# WORK TO COMPLETE:
Every entry below should be repeated exactly; the pictures should not.

# DATASET EXCERPTS:
===
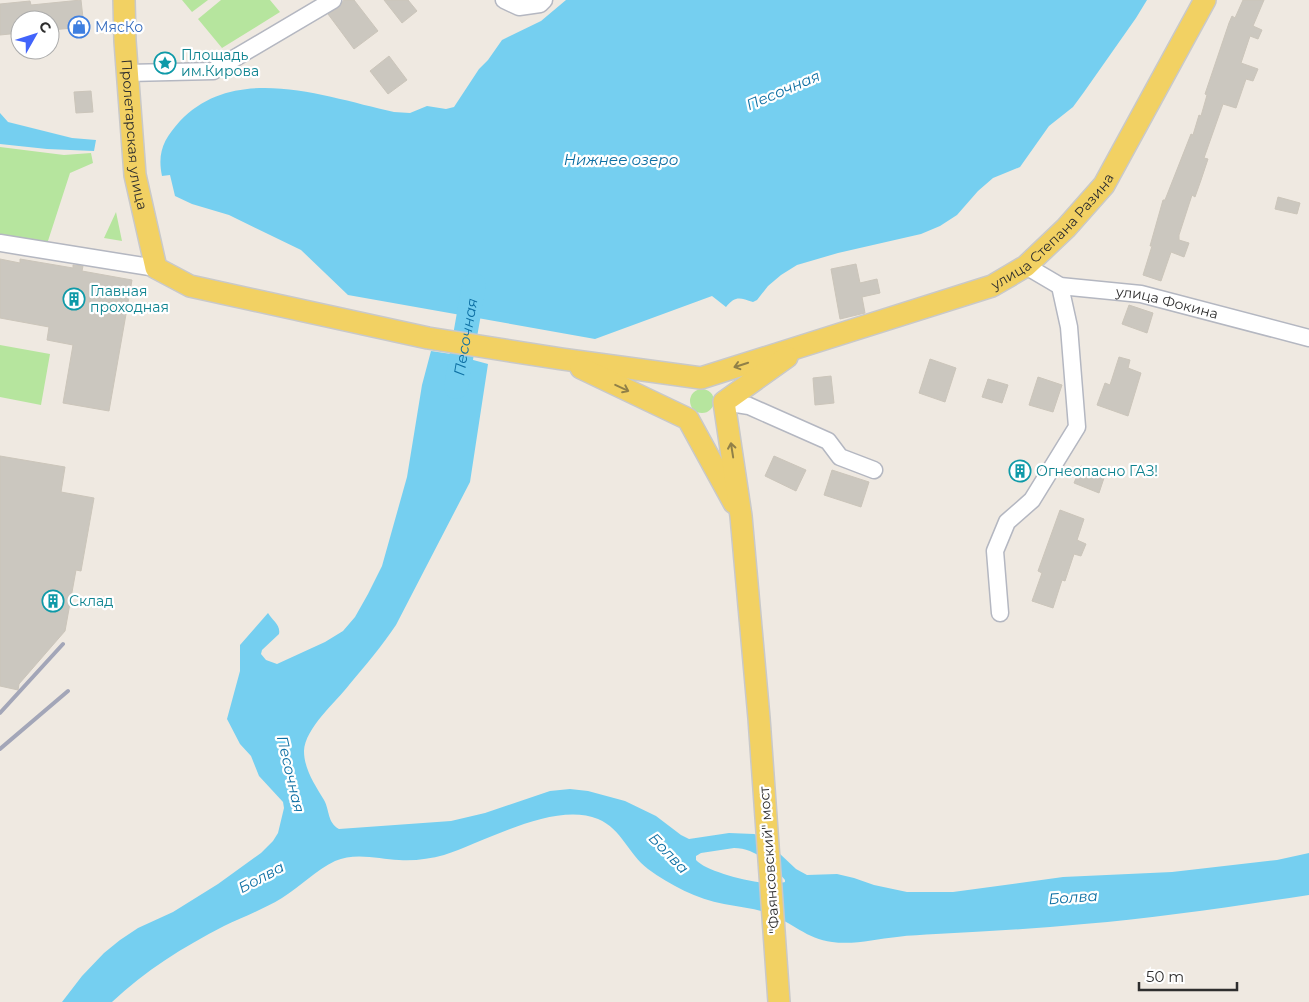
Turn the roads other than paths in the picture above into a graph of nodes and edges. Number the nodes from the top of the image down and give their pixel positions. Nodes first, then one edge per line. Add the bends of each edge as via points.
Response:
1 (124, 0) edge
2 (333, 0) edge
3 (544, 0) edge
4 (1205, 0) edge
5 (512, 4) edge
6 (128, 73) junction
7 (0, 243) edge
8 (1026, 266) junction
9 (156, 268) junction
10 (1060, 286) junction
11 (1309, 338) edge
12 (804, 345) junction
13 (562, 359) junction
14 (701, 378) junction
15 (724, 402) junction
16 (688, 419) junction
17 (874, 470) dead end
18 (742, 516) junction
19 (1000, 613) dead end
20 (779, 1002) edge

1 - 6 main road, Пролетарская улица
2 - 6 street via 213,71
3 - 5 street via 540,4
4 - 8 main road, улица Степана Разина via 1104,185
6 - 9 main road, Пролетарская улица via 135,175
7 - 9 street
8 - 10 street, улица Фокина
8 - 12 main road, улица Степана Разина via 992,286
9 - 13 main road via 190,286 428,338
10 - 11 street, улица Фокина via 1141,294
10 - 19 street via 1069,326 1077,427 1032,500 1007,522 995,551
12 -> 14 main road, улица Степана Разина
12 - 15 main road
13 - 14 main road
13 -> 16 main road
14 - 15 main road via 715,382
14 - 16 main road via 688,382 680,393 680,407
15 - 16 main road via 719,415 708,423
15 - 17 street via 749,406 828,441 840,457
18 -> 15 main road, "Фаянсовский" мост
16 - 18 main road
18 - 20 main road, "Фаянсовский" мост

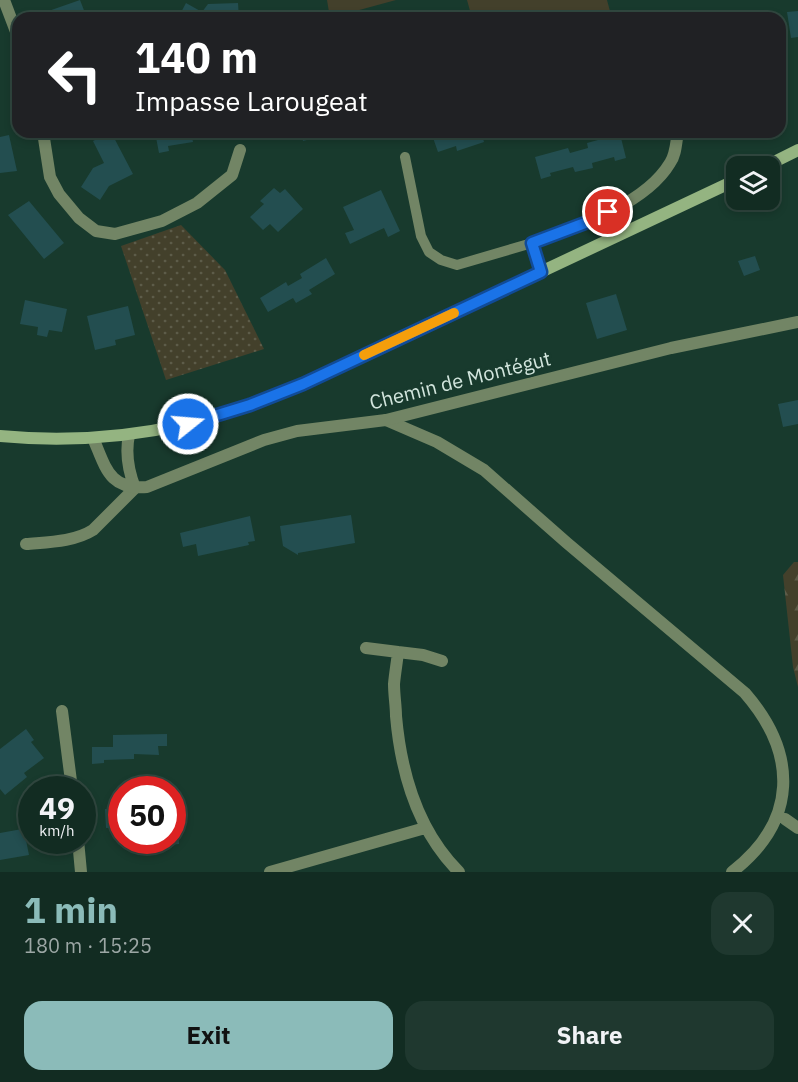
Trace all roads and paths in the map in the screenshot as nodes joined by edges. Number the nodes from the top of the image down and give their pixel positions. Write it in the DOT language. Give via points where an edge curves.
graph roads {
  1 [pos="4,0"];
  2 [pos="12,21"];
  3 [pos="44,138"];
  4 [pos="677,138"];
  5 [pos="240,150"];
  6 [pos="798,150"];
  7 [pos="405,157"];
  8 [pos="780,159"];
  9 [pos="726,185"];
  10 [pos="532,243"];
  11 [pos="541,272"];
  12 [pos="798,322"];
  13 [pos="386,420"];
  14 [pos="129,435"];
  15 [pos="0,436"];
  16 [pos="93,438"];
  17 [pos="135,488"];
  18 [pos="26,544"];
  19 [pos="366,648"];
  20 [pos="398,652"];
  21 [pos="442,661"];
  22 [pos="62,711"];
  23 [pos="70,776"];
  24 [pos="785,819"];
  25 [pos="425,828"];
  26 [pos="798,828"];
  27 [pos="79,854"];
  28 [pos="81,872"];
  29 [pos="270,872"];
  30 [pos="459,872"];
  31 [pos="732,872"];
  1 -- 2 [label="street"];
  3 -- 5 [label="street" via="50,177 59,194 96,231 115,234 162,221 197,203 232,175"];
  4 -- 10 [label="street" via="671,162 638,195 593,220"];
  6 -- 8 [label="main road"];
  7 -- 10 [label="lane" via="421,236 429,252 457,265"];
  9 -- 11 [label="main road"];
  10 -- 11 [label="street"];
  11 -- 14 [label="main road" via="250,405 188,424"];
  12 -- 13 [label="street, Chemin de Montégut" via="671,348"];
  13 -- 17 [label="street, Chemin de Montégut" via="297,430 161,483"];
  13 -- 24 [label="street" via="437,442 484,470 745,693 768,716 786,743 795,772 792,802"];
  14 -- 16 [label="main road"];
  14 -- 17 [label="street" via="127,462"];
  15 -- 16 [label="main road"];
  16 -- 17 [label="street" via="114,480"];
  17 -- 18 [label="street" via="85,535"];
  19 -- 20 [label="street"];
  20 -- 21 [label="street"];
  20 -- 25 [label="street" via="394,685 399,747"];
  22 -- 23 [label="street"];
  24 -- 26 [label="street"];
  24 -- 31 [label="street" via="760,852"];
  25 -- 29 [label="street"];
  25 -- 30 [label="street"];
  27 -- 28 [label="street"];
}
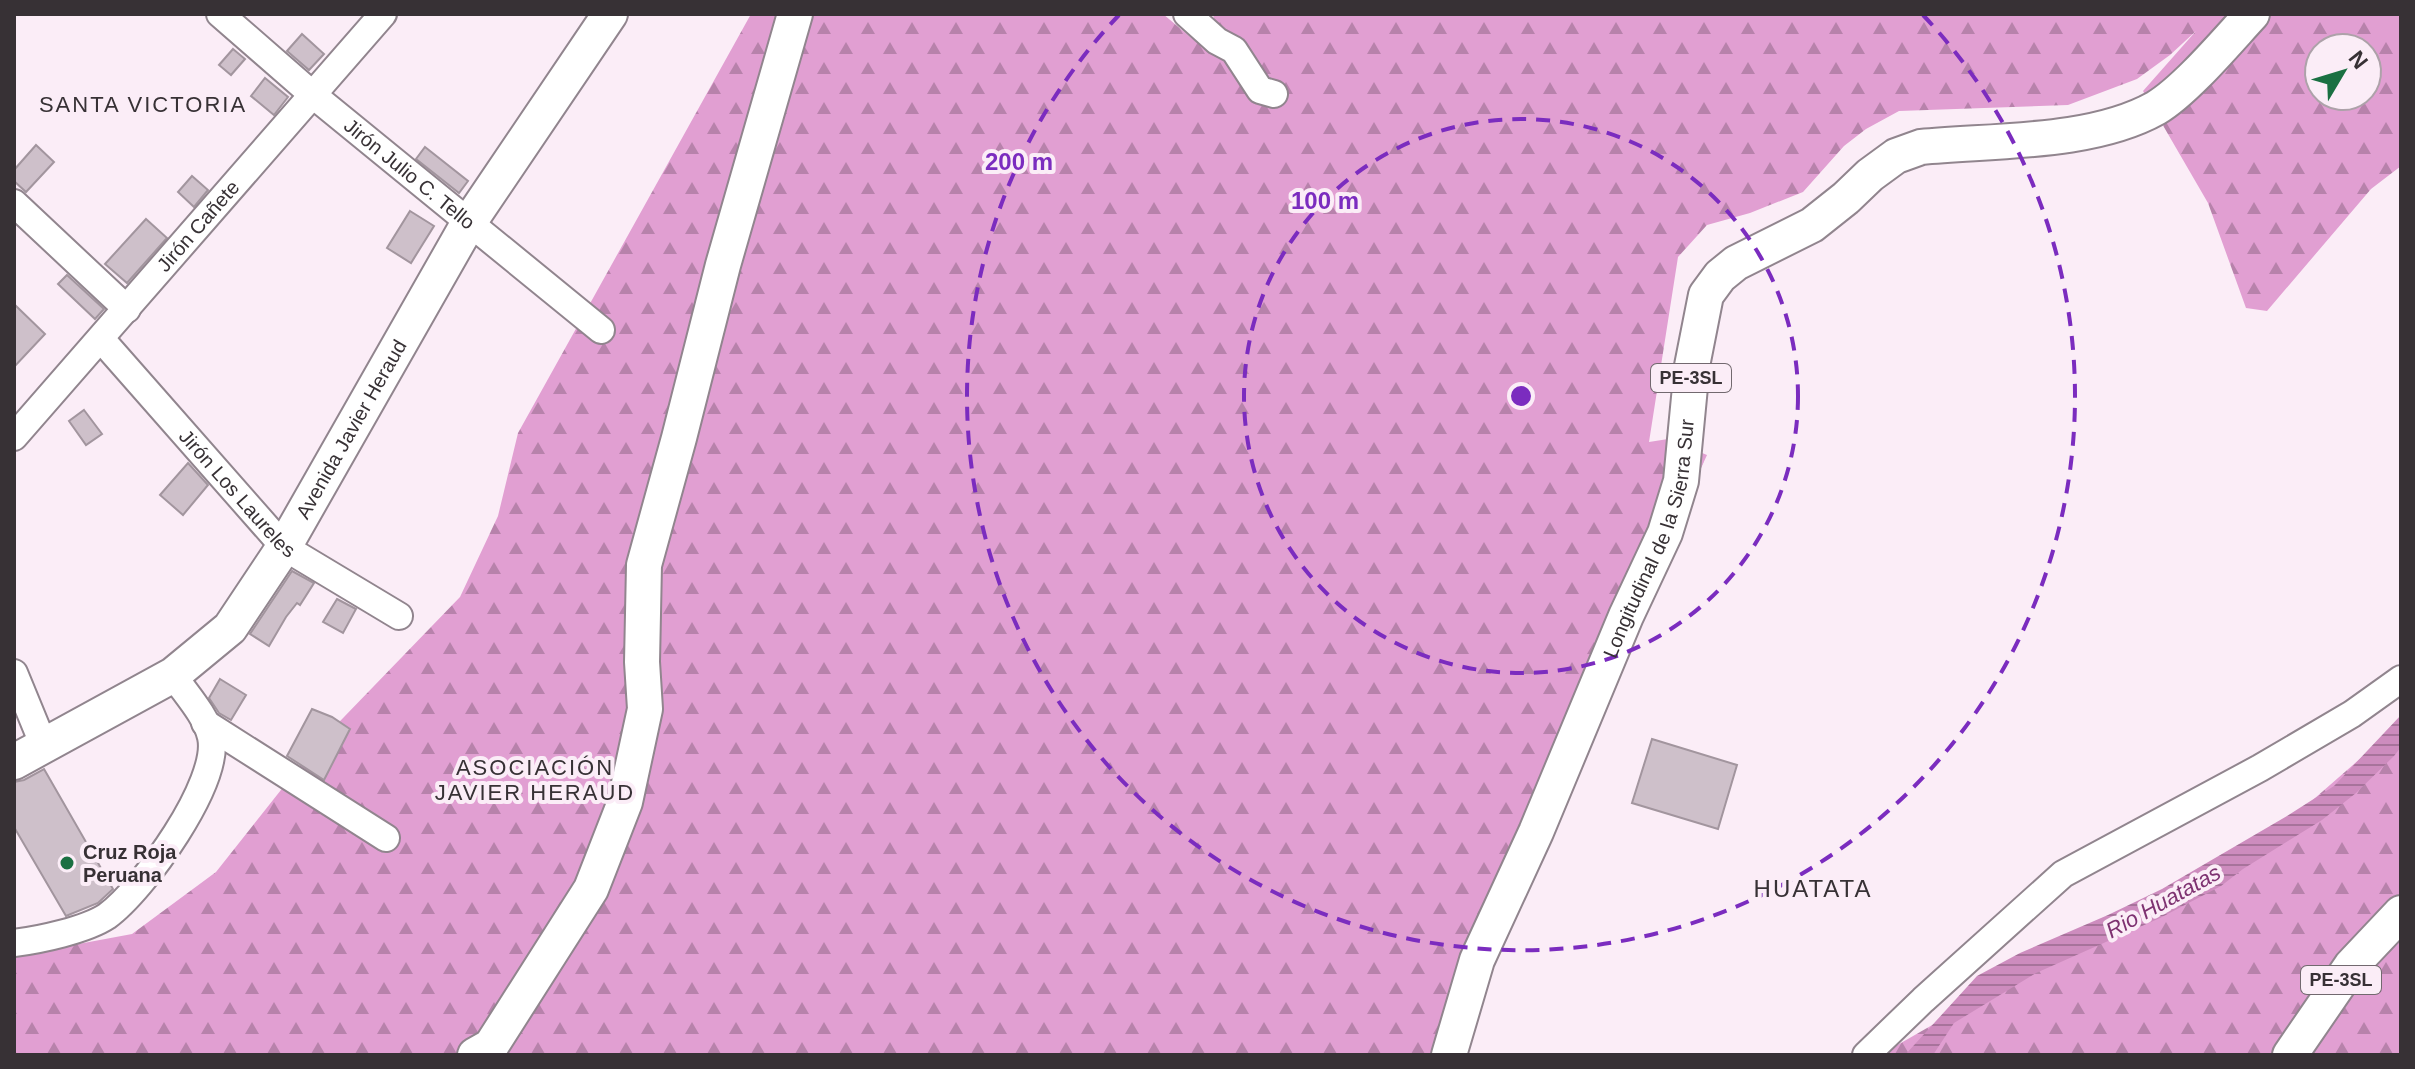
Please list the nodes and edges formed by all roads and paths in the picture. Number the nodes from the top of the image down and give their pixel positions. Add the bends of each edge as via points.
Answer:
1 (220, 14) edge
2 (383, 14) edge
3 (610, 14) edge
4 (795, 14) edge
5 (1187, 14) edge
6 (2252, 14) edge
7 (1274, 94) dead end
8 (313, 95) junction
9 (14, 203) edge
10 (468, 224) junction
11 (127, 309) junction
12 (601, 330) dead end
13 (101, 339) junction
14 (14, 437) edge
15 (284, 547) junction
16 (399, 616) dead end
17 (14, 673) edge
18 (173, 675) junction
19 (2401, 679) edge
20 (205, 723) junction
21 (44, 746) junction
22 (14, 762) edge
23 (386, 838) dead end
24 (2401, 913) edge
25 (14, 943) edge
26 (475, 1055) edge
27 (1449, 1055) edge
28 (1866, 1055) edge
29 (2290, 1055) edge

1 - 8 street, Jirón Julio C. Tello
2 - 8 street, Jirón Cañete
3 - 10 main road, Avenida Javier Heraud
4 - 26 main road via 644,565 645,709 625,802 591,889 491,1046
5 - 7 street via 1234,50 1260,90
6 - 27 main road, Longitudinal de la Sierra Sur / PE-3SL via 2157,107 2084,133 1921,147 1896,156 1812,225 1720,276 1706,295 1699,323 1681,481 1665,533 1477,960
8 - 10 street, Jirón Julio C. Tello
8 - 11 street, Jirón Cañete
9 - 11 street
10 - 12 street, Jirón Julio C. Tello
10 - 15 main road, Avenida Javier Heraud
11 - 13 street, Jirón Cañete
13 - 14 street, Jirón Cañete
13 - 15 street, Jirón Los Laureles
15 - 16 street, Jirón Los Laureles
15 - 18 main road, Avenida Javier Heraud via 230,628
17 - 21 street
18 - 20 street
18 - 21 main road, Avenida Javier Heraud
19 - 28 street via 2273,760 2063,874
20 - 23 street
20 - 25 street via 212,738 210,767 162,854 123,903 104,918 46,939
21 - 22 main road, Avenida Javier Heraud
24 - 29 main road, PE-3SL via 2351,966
===
# ANSWER TO THE EXERCISE:
Turn the roads other than paths in the picture above into a graph of nodes and edges. Number the nodes from the top of the image down and give their pixel positions. Nodes first, then one edge per line. Add the bends of each edge as via points.
Response:
1 (124, 0) edge
2 (333, 0) edge
3 (544, 0) edge
4 (1205, 0) edge
5 (512, 4) edge
6 (128, 73) junction
7 (0, 243) edge
8 (1026, 266) junction
9 (156, 268) junction
10 (1060, 286) junction
11 (1309, 338) edge
12 (804, 345) junction
13 (562, 359) junction
14 (701, 378) junction
15 (724, 402) junction
16 (688, 419) junction
17 (874, 470) dead end
18 (742, 516) junction
19 (1000, 613) dead end
20 (779, 1002) edge

1 - 6 main road, Пролетарская улица
2 - 6 street via 213,71
3 - 5 street via 540,4
4 - 8 main road, улица Степана Разина via 1104,185
6 - 9 main road, Пролетарская улица via 135,175
7 - 9 street
8 - 10 street, улица Фокина
8 - 12 main road, улица Степана Разина via 992,286
9 - 13 main road via 190,286 428,338
10 - 11 street, улица Фокина via 1141,294
10 - 19 street via 1069,326 1077,427 1032,500 1007,522 995,551
12 -> 14 main road, улица Степана Разина
12 - 15 main road
13 - 14 main road
13 -> 16 main road
14 - 15 main road via 715,382
14 - 16 main road via 688,382 680,393 680,407
15 - 16 main road via 719,415 708,423
15 - 17 street via 749,406 828,441 840,457
18 -> 15 main road, "Фаянсовский" мост
16 - 18 main road
18 - 20 main road, "Фаянсовский" мост

Trace all roads and paths in the map in the screenshot as nodes joined by edges. Number the nodes from the top of the image down and give their pixel positions. Write it in the DOT language. Give via points where an edge curves.
graph roads {
  1 [pos="4,0"];
  2 [pos="12,21"];
  3 [pos="44,138"];
  4 [pos="677,138"];
  5 [pos="240,150"];
  6 [pos="798,150"];
  7 [pos="405,157"];
  8 [pos="780,159"];
  9 [pos="726,185"];
  10 [pos="532,243"];
  11 [pos="541,272"];
  12 [pos="798,322"];
  13 [pos="386,420"];
  14 [pos="129,435"];
  15 [pos="0,436"];
  16 [pos="93,438"];
  17 [pos="135,488"];
  18 [pos="26,544"];
  19 [pos="366,648"];
  20 [pos="398,652"];
  21 [pos="442,661"];
  22 [pos="62,711"];
  23 [pos="70,776"];
  24 [pos="785,819"];
  25 [pos="425,828"];
  26 [pos="798,828"];
  27 [pos="79,854"];
  28 [pos="81,872"];
  29 [pos="270,872"];
  30 [pos="459,872"];
  31 [pos="732,872"];
  1 -- 2 [label="street"];
  3 -- 5 [label="street" via="50,177 59,194 96,231 115,234 162,221 197,203 232,175"];
  4 -- 10 [label="street" via="671,162 638,195 593,220"];
  6 -- 8 [label="main road"];
  7 -- 10 [label="lane" via="421,236 429,252 457,265"];
  9 -- 11 [label="main road"];
  10 -- 11 [label="street"];
  11 -- 14 [label="main road" via="250,405 188,424"];
  12 -- 13 [label="street, Chemin de Montégut" via="671,348"];
  13 -- 17 [label="street, Chemin de Montégut" via="297,430 161,483"];
  13 -- 24 [label="street" via="437,442 484,470 745,693 768,716 786,743 795,772 792,802"];
  14 -- 16 [label="main road"];
  14 -- 17 [label="street" via="127,462"];
  15 -- 16 [label="main road"];
  16 -- 17 [label="street" via="114,480"];
  17 -- 18 [label="street" via="85,535"];
  19 -- 20 [label="street"];
  20 -- 21 [label="street"];
  20 -- 25 [label="street" via="394,685 399,747"];
  22 -- 23 [label="street"];
  24 -- 26 [label="street"];
  24 -- 31 [label="street" via="760,852"];
  25 -- 29 [label="street"];
  25 -- 30 [label="street"];
  27 -- 28 [label="street"];
}
Please list the nodes and edges formed by all roads and paths in the picture. Number the nodes from the top of the image down and give their pixel positions. Add the bends of each edge as via points.
Answer:
1 (220, 14) edge
2 (383, 14) edge
3 (610, 14) edge
4 (795, 14) edge
5 (1187, 14) edge
6 (2252, 14) edge
7 (1274, 94) dead end
8 (313, 95) junction
9 (14, 203) edge
10 (468, 224) junction
11 (127, 309) junction
12 (601, 330) dead end
13 (101, 339) junction
14 (14, 437) edge
15 (284, 547) junction
16 (399, 616) dead end
17 (14, 673) edge
18 (173, 675) junction
19 (2401, 679) edge
20 (205, 723) junction
21 (44, 746) junction
22 (14, 762) edge
23 (386, 838) dead end
24 (2401, 913) edge
25 (14, 943) edge
26 (475, 1055) edge
27 (1449, 1055) edge
28 (1866, 1055) edge
29 (2290, 1055) edge

1 - 8 street, Jirón Julio C. Tello
2 - 8 street, Jirón Cañete
3 - 10 main road, Avenida Javier Heraud
4 - 26 main road via 644,565 645,709 625,802 591,889 491,1046
5 - 7 street via 1234,50 1260,90
6 - 27 main road, Longitudinal de la Sierra Sur / PE-3SL via 2157,107 2084,133 1921,147 1896,156 1812,225 1720,276 1706,295 1699,323 1681,481 1665,533 1477,960
8 - 10 street, Jirón Julio C. Tello
8 - 11 street, Jirón Cañete
9 - 11 street
10 - 12 street, Jirón Julio C. Tello
10 - 15 main road, Avenida Javier Heraud
11 - 13 street, Jirón Cañete
13 - 14 street, Jirón Cañete
13 - 15 street, Jirón Los Laureles
15 - 16 street, Jirón Los Laureles
15 - 18 main road, Avenida Javier Heraud via 230,628
17 - 21 street
18 - 20 street
18 - 21 main road, Avenida Javier Heraud
19 - 28 street via 2273,760 2063,874
20 - 23 street
20 - 25 street via 212,738 210,767 162,854 123,903 104,918 46,939
21 - 22 main road, Avenida Javier Heraud
24 - 29 main road, PE-3SL via 2351,966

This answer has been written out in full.